One of the largest colonies of Gentoo penguins in Antarctica has been repeatedly destroyed almost completely by volcanic eruptions over the last 7,000 years, a new study showed.
An international group of scientists led by the British Antarctic Administration studied the ancient guano penguins and discovered that the colony was approaching extinction several times due to the spread of ash from the Deceptephen volcanic island.
Ardley Island, near the Antarctic Peninsula, is currently home to about 5,000 pairs of Gentoo penguins. Using data from chemical analyzes of the penguin guano extracted from the sedimentary rocks of the island lake, the researchers uncovered the history of the colony.
Guano (Spanish: guano, Quechua wanu) is a naturally decomposed litter of sea birds and bats.
Climatic conditions in the Ardley Island region as a whole over the last 7,000 years were favorable for penguins, and the team expected to detect only minor fluctuations in the local population in response to climate change or sea-ice levels. But it turned out that the nearby Deception Deep has a much greater impact on birds than expected.

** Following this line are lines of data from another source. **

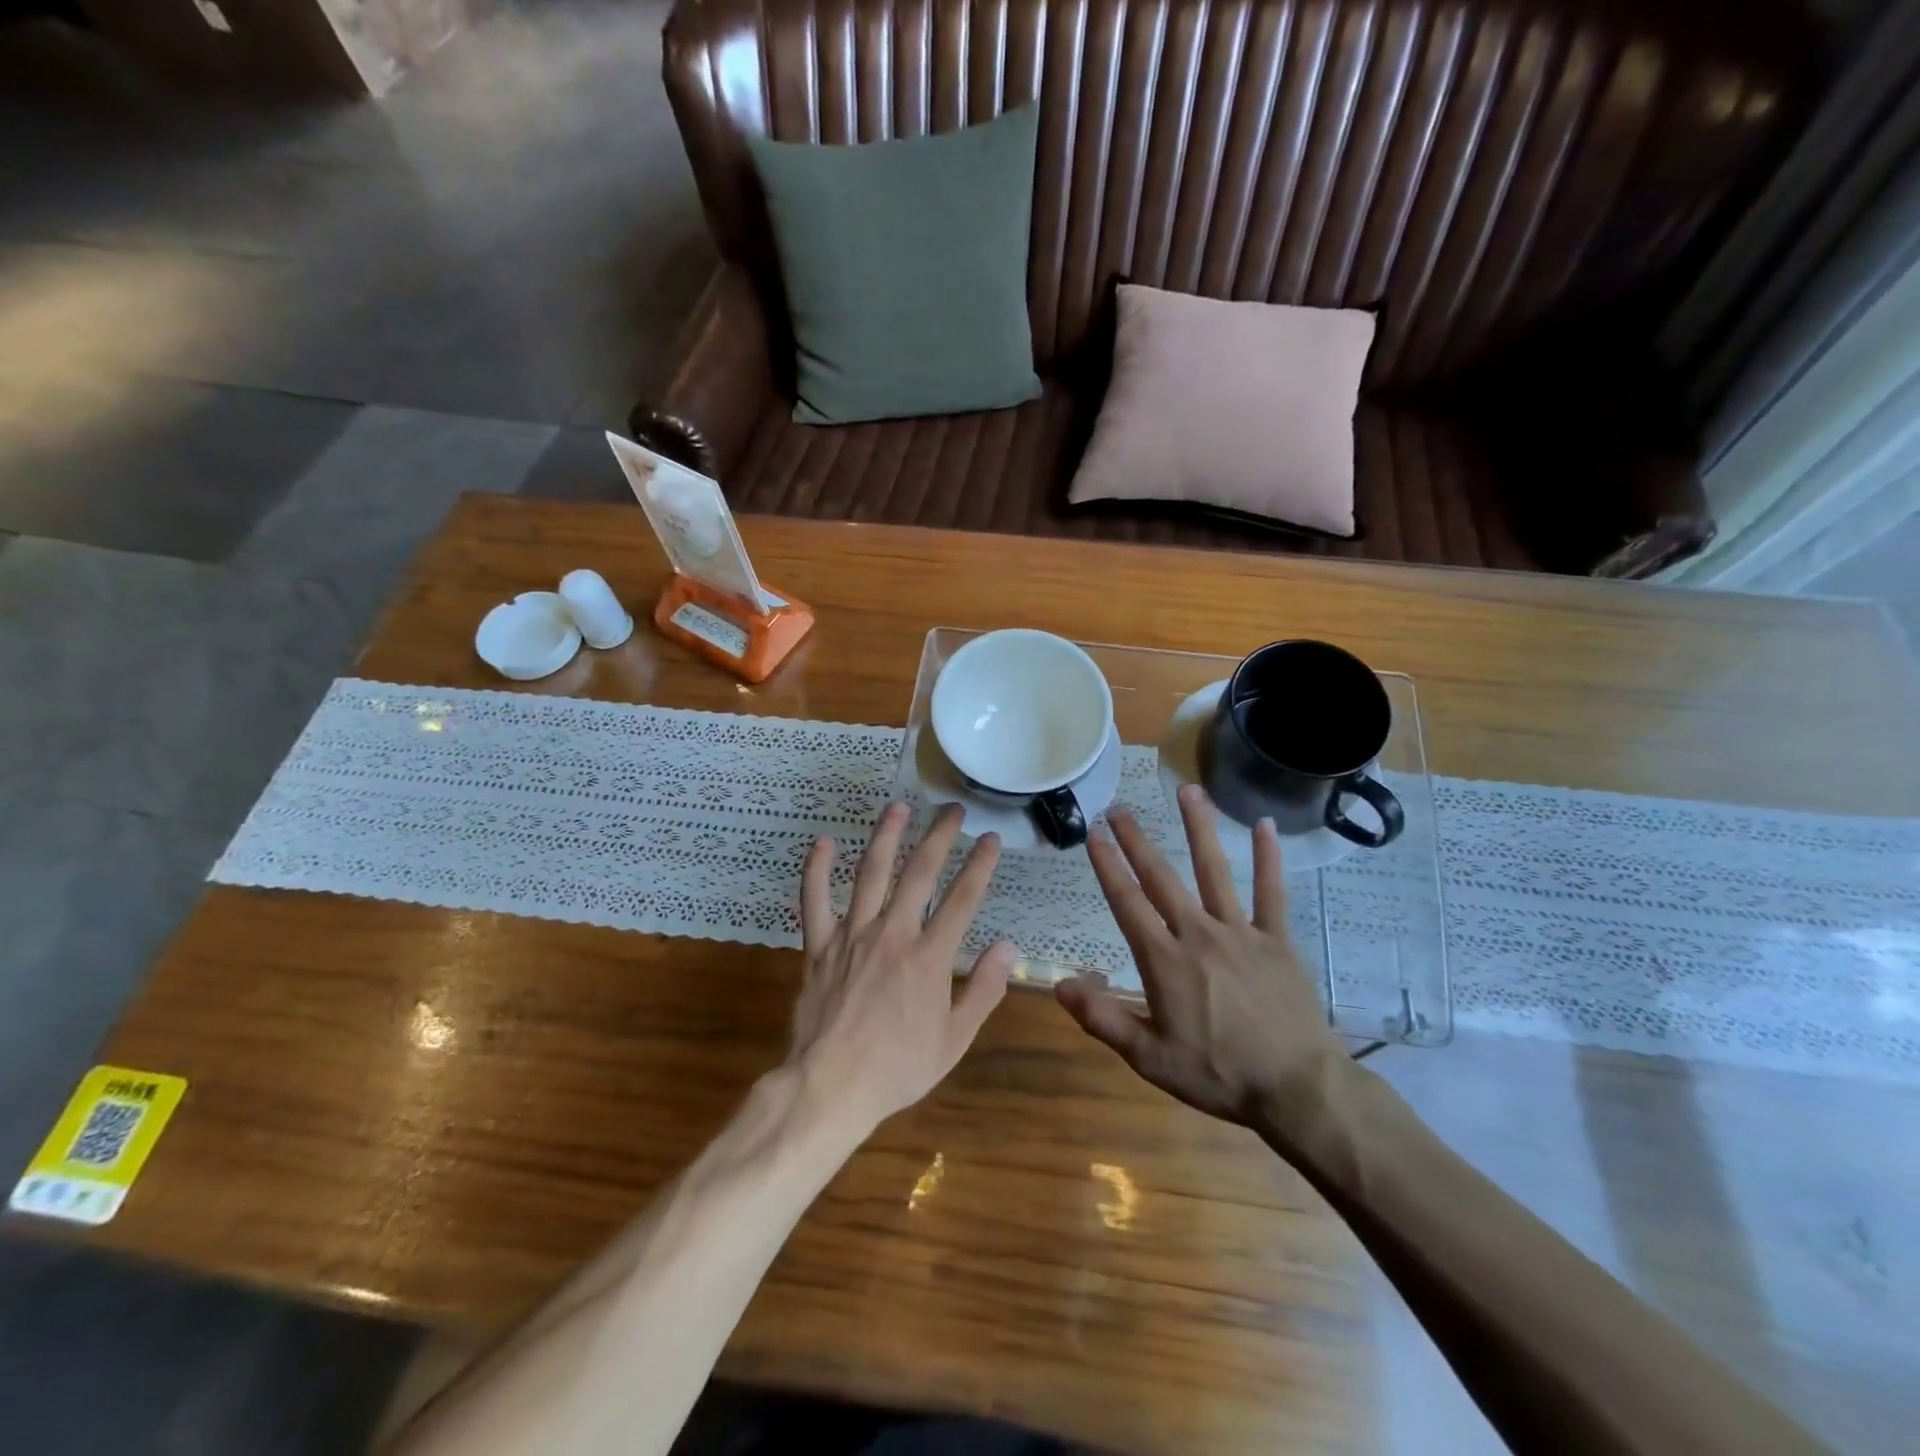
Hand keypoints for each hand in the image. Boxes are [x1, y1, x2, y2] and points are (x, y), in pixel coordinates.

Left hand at [790, 801, 1013, 1128]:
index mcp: (929, 958)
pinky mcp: (818, 946)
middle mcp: (892, 934)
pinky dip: (817, 870)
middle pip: (919, 873)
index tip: (990, 837)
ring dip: (886, 837)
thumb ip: (983, 990)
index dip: (979, 865)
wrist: (829, 1087)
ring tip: (898, 807)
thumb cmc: (897, 1068)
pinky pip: (814, 900)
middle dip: (938, 836)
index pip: (962, 899)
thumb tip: (1007, 947)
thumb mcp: (953, 1040)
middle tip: (951, 809)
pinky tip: (823, 842)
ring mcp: (851, 936)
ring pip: (870, 874)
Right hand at [1056, 785, 1351, 1138]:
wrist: (1296, 1088)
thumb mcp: (1150, 1057)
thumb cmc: (1218, 1075)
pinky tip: (1266, 826)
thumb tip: (1060, 984)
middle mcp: (1198, 933)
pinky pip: (1272, 893)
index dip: (1107, 866)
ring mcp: (1241, 932)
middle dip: (1136, 841)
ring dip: (1198, 829)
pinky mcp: (1277, 940)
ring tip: (1187, 791)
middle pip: (1161, 877)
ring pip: (1214, 870)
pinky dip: (1268, 859)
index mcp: (1164, 960)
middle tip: (1119, 808)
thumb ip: (1103, 1018)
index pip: (1127, 902)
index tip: (1093, 835)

According to the lead author of the work of Dr. Steve Roberts, by measuring the chemical composition of sediments, the team managed to estimate the population size during the entire period and see how the penguins were affected by volcanic activity. At least three times in the past 7,000 years, the penguin population was close in magnitude to today, but almost completely destroyed locally after each of the three major eruptions. On average, its recovery took from 400 to 800 years.

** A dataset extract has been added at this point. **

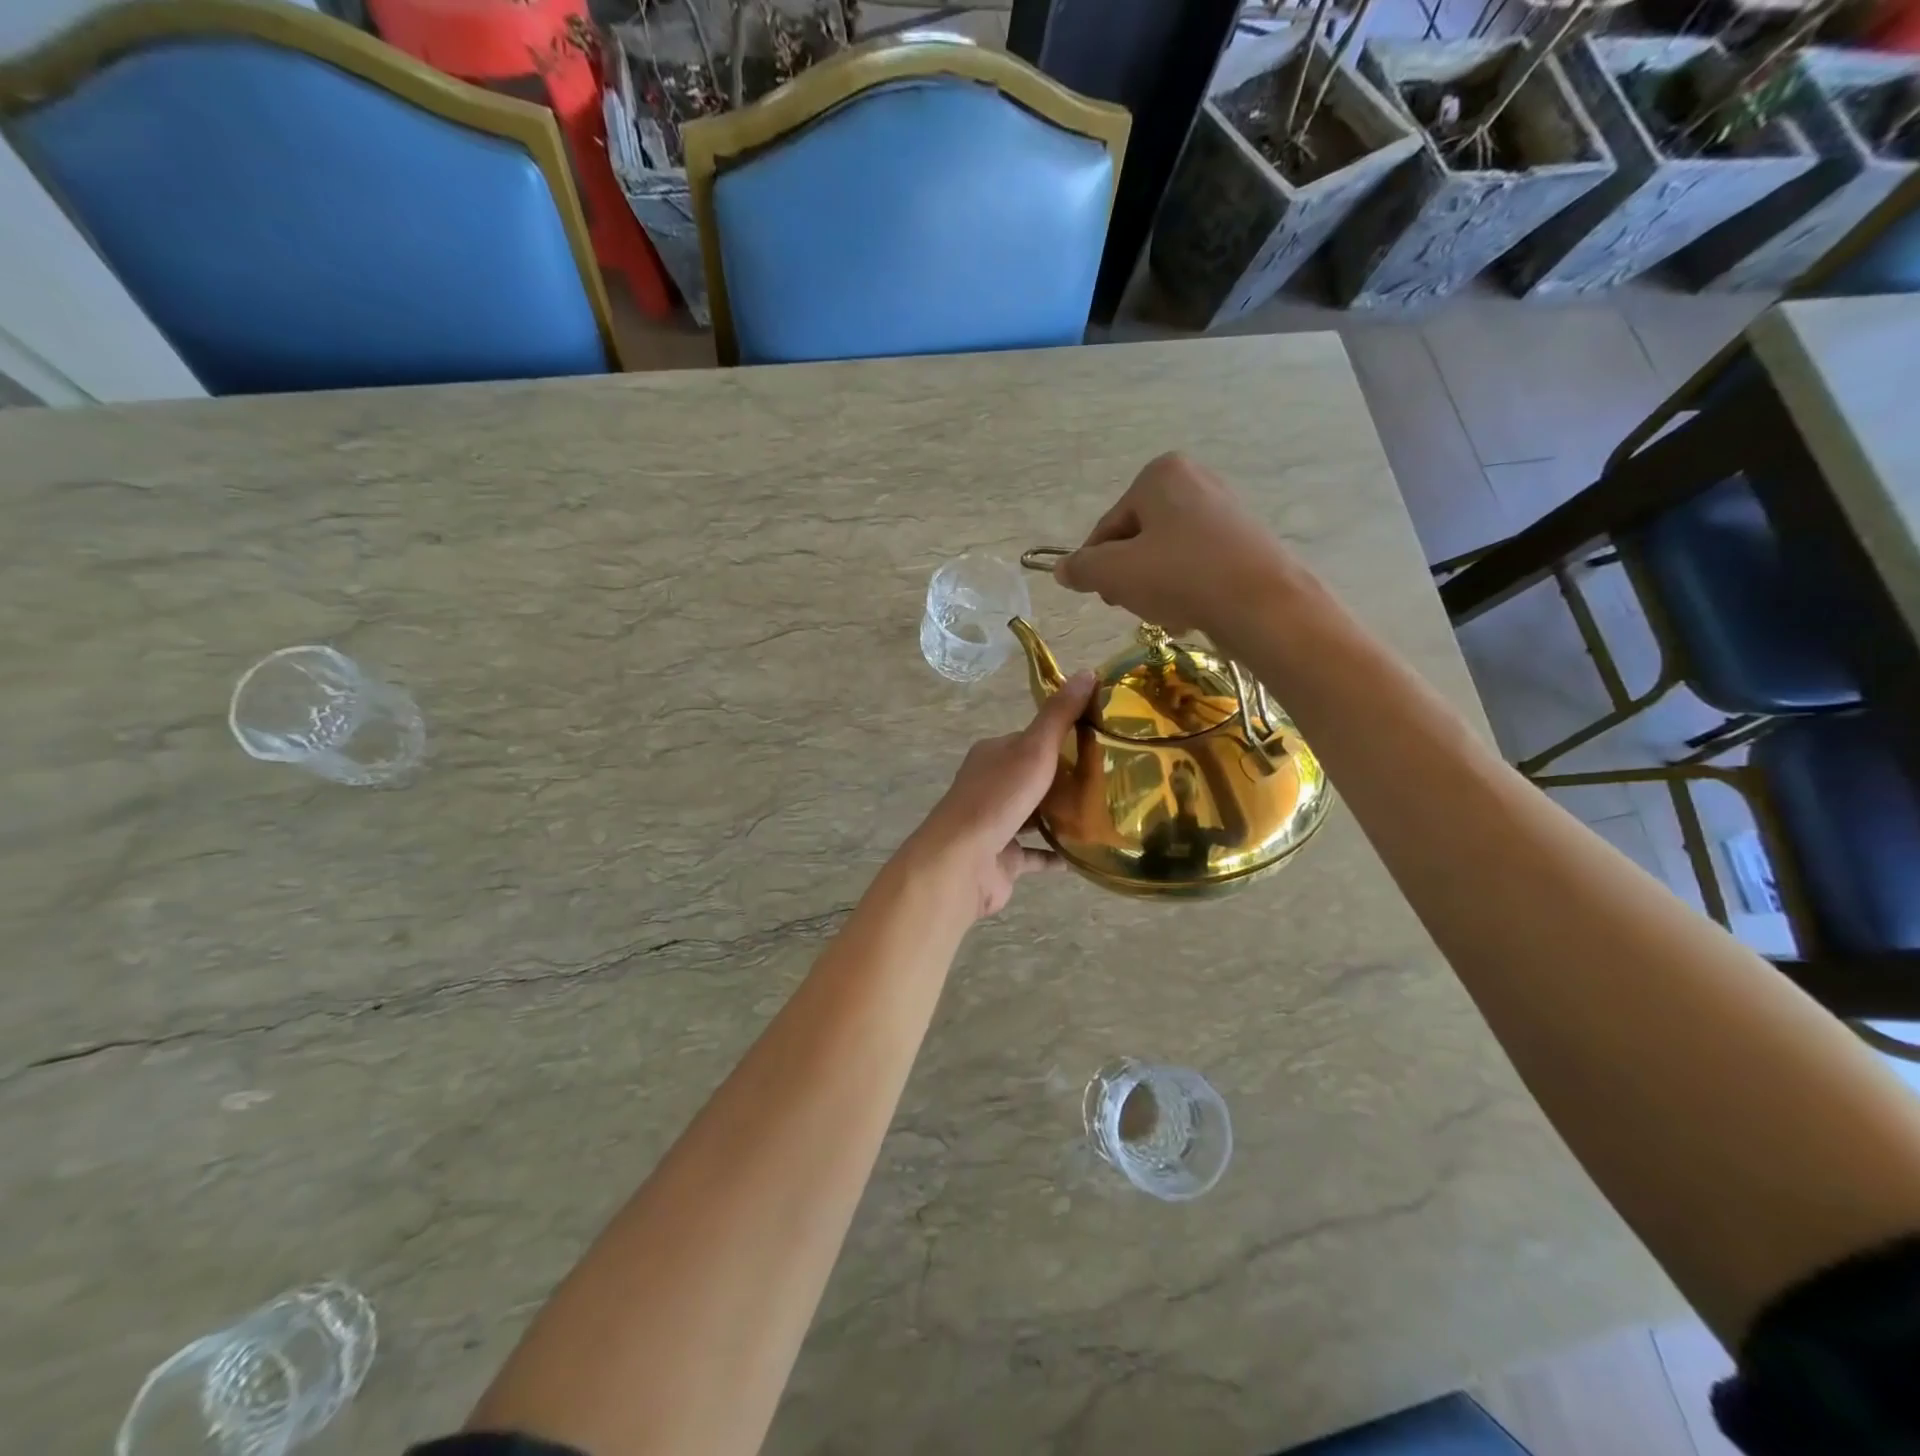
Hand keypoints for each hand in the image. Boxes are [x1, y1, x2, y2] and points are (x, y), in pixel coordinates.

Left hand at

“This study shows how serious the impact of volcanic eruptions on penguins can be and how difficult it is for the colony to fully recover. The eruption can bury the chicks alive in the abrasive and toxic ash. While adults can swim away, young penguins are killed in freezing waters. Nesting sites can also be covered with ashes and remain unsuitable for life for hundreds of years, “said ecologist Claire Valuda.

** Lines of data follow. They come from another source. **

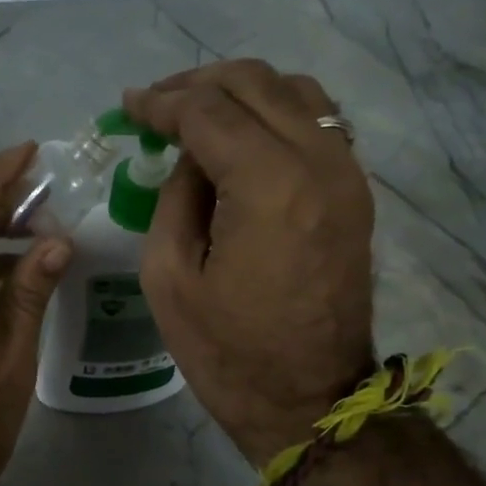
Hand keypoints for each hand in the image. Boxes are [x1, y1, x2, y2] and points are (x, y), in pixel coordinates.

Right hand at [123, 61, 374, 464]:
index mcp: (268, 185)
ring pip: (296, 93)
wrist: (310, 402)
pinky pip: (319, 124)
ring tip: (200, 113)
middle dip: (198, 84)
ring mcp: (347, 175)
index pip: (208, 111)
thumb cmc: (228, 353)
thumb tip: (191, 156)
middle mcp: (318, 163)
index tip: (129, 107)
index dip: (161, 102)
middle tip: (157, 104)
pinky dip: (277, 114)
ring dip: (242, 92)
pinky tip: (245, 137)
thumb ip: (175, 197)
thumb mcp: (169, 277)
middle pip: (256, 83)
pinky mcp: (356, 194)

The techniques developed during the research will help scientists determine past changes in the size of the colony and predict the impact of eruptions on other penguin populations. For example, the Antarctic penguins on Zavodovsky Island, affected by eruptions of the Kerry volcano in 2016.
“Changes in penguin populations in the Antarctic Peninsula are associated with climate variability and sea-ice level changes, but potentially devastating long-term effects of volcanic activity have not previously been considered,” the ecologist concluded.